Taxonomy upgrade extras: 

Hello everyone,

I love reading the stories posted on this site, but unfortunately my E-reader does not really get along well with plain HTML format documents, and copying them into a RTF/plaintext manually would be a big pain in the butt and probably butcher the formatting. I was thinking of creating something for my personal use to convert stories (given their URL) to an epub document to make it easier to view on portable devices.

I could create a script for myself, but if there is wider interest I might be able to make something that others can easily use. If there is interest, I've got some ideas in mind - but before starting I guess it would be important to establish if I could go about doing thing in a way that would avoid stepping on any toes/breaking any policy/upsetting any authors. My biggest concern is respecting the authors and site so, doing things link including links back to the original content and full author credits would be a no brainer, but for now I'm just looking for any feedback, comments, or ideas as to whether this would be useful and/or possible with regards to policies.

Cheers,
J

Possibilities

Your best bet would be to work on the printer-friendly versions of the pages, as they strip out the header, sidebars and comments. Some devices are capable of handling PDFs, and there are numerous free-to-use PDF printer drivers available on the 'net (unlike Acrobat Distiller!)

I think Piper may also have been working on such a script - it might be worth liaising with her to see what her ideas are on the subject.

There's also a chance such a script could also worth with our sister sites Stardust and Fictioneer, since they're also Drupal based.

 

Find me on Google+ | Examine EAFOAB Resources

There are 10 kinds of people in the world - those who understand binary and those who don't...

As the right side of the brain controls the left side of the body, then only left-handers are in their right mind!

Thanks for the advice

I had kind of written PDFs off due to their fixed page size and general difficulties I've had using them on different devices. EPUB looks like it would just be a matter of taking the "content" div and dumping it into an XHTML document, add the proper manifest files, and zip it up, which isnt really all too difficult. The only issue is that im not 100% certain the stories are all XHTML or just HTML, though they look like XHTML at a glance (tags are lowercase and closed properly).

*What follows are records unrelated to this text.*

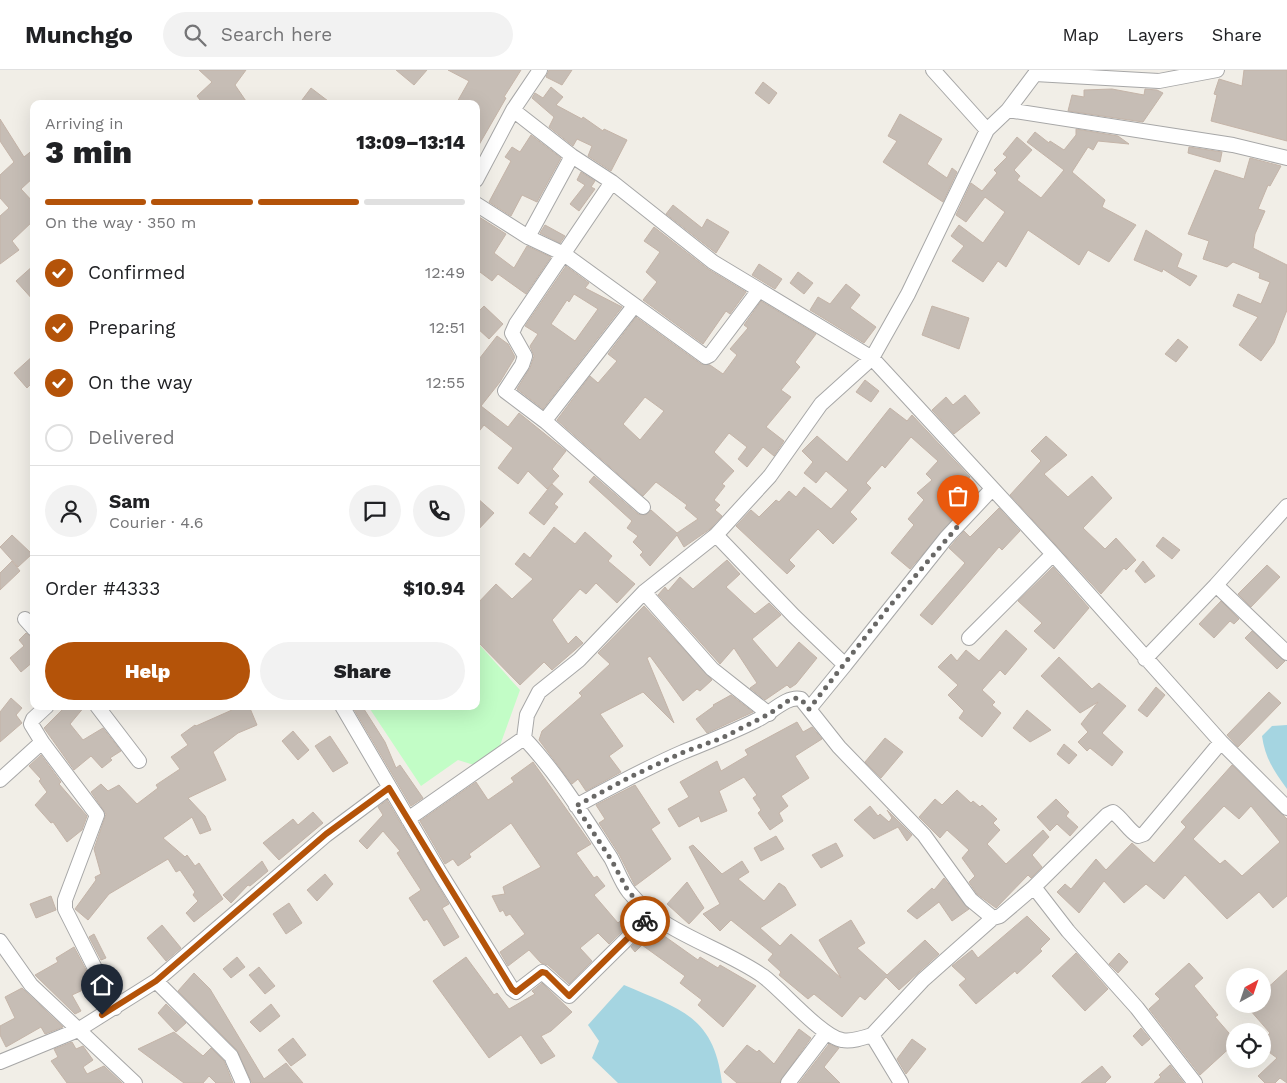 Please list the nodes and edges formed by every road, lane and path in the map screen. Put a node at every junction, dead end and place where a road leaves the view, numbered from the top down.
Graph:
1 (540, 70) edge
2 (933, 70) edge
3 (1216, 70) edge
4 (1036, 72) edge
5 (512, 110) junction
6 (1008, 110) junction
7 (987, 130) junction
8 (572, 156) junction
9 (1287, 158) edge
10 (480, 172) edge
11 (612, 182) junction
12 (480, 207) edge
13 (528, 237) junction
14 (564, 254) junction
15 (758, 290) junction
16 (634, 306) junction
17 (872, 358) junction
18 (546, 422) junction
19 (992, 489) junction
20 (1287, 506) edge
21 (643, 507) dead end
22 (716, 534) junction
23 (1053, 554) junction
24 (1216, 585) junction
25 (644, 592) junction
26 (969, 638) dead end
27 (1287, 654) edge
28 (1146, 659) junction
29 (845, 665) junction
30 (809, 709) junction
31 (43, 710) edge
32 (100, 710) edge
33 (344, 710) edge
34 (769, 714) junction
35 (524, 738) junction
36 (42, 742) junction
37 (1221, 742) junction
38 (139, 761) dead end
39 (0, 780) edge
40 (389, 788) junction
41 (576, 806) junction
42 (1287, 808) edge
43 (408, 819) junction
44 (1034, 887) junction
45 (651, 915) junction
46 (993, 918) junction
47 (0, 941) edge
48 (156, 981) junction
49 (114, 1008) junction
50 (78, 1030) junction
51 (826, 1033) junction
52 (872, 1035) junction
53 (0, 1062) edge
54 (135, 1083) edge
55 (243, 1083) edge
56 (788, 1083) edge
57 (901, 1083) edge
58 (1196, 1083) edge

1 - 5 street
2 - 7 street
3 - 4 street
4 - 6 street
5 - 8 street
5 - 10 street
6 - 7 street
6 - 9 street
7 - 17 street
8 - 11 street
8 - 13 street
11 - 14 street
11 - 15 street
12 - 13 street
13 - 14 street
14 - 16 street
14 - 18 street
15 - 16 street
15 - 17 street
16 - 18 street
17 - 19 street
17 - 22 street
18 - 21 street
19 - 23 street
19 - 29 street
20 - 24 street
22 - 25 street
22 - 29 street
23 - 26 street
23 - 28 street
24 - 27 street
24 - 28 street
25 - 34 street
25 - 35 street
28 - 37 street
29 - 30 street
30 - 34 street
30 - 46 street
31 - 36 street
32 - 38 street
33 - 40 street
34 - 41 street
35 - 41 street
35 - 43 street
36 - 39 street
36 - 49 street
37 - 42 street
37 - 44 street
40 - 43 street
40 - 48 street
41 - 45 street
43 - 45 street
44 - 46 street
44 - 58 street
45 - 51 street
46 - 52 street
47 - 50 street
48 - 49 street
48 - 55 street
49 - 50 street
50 - 53 street
50 - 54 street
51 - 52 street
51 - 56 street
52 - 57 street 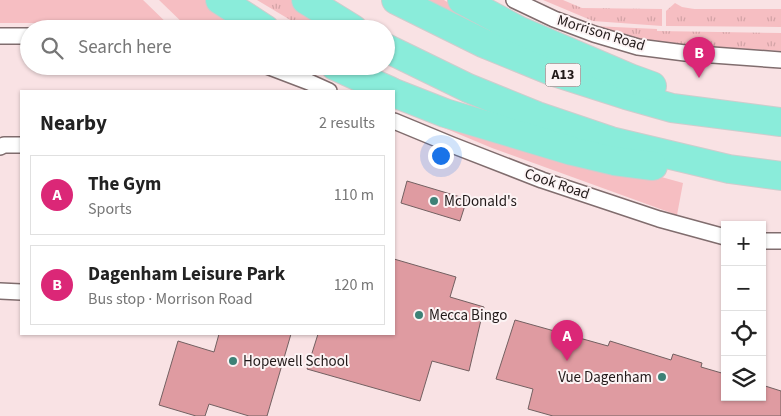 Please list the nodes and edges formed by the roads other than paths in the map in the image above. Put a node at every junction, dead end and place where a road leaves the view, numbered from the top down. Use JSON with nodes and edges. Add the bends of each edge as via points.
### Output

My current idea would end up being a HTML page that allowed you to enter one or more URLs. When the user clicks 'convert' it would POST the URLs to a PHP page that would go through the URLs in order, scrape the story pages, and compile all the given stories into a single EPUB file (with a table of contents and an about page containing all the original URLs, etc). It would also be cool if you could give it an organizer page and it could just grab links from that and add them to a single EPUB, too.

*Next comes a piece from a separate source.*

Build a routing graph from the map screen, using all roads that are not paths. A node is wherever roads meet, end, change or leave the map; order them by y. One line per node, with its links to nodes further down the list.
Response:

If I'm just throwing it together for myself it would probably be easier to just toss some python together but I'd really like to give back to the community (if there is interest) after having the privilege of reading all these great stories :D

I'll be quiet now so the non-computery people who attempted to read this can have a break and try to keep their brain from exiting via their ears.

File sizes

Go through a story and roll all the chapters up into one convenient EPUB file?

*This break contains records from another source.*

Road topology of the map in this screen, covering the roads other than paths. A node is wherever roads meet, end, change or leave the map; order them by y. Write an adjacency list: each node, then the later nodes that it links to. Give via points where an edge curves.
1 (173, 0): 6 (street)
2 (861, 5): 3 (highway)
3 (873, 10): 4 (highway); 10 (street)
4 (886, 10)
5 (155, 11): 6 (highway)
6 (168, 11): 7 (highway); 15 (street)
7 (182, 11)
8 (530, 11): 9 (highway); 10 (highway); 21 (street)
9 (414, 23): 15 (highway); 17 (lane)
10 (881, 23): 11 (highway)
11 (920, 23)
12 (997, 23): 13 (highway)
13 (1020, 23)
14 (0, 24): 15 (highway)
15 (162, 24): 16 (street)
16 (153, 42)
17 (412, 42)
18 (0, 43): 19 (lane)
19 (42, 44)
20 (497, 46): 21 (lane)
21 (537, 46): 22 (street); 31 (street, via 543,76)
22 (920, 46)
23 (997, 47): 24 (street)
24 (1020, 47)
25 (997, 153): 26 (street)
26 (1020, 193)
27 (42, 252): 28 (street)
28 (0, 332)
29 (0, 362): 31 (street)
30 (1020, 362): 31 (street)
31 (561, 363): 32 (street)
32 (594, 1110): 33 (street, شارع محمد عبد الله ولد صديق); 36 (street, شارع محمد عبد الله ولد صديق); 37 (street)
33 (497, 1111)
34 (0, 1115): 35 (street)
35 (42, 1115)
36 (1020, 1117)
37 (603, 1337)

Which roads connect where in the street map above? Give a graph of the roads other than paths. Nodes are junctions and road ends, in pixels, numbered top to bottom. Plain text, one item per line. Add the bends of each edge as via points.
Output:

I assume you never want to read 'Bike', then.

What you suggest will probably work for most of the stories posted here, but there are a number where merging into a single file really might not be a good idea.

Consider allowing several files, 'books' if you will, which will permit the handling of much more manageable sized files.

Not everyone has 100Mb Broadband connection, or wants to scroll through a 200MB file to find their current bookmark.

Penny

Good idea

Not only that, if there was a script that was doing thousands of page requests in a short period of time, it might look like a DoS attack and getting blocked would be a bad idea. I guess being able to force epub files into volumes of limited size would make a lot of sense. Thanks :D

This has been done

erin's picture

Piper has created a script to do this and we will be making that available, soon. :)

Hugs,
Erin

= Give everyone the benefit of the doubt because certainty is a fragile thing that can be shattered by one overlooked fact.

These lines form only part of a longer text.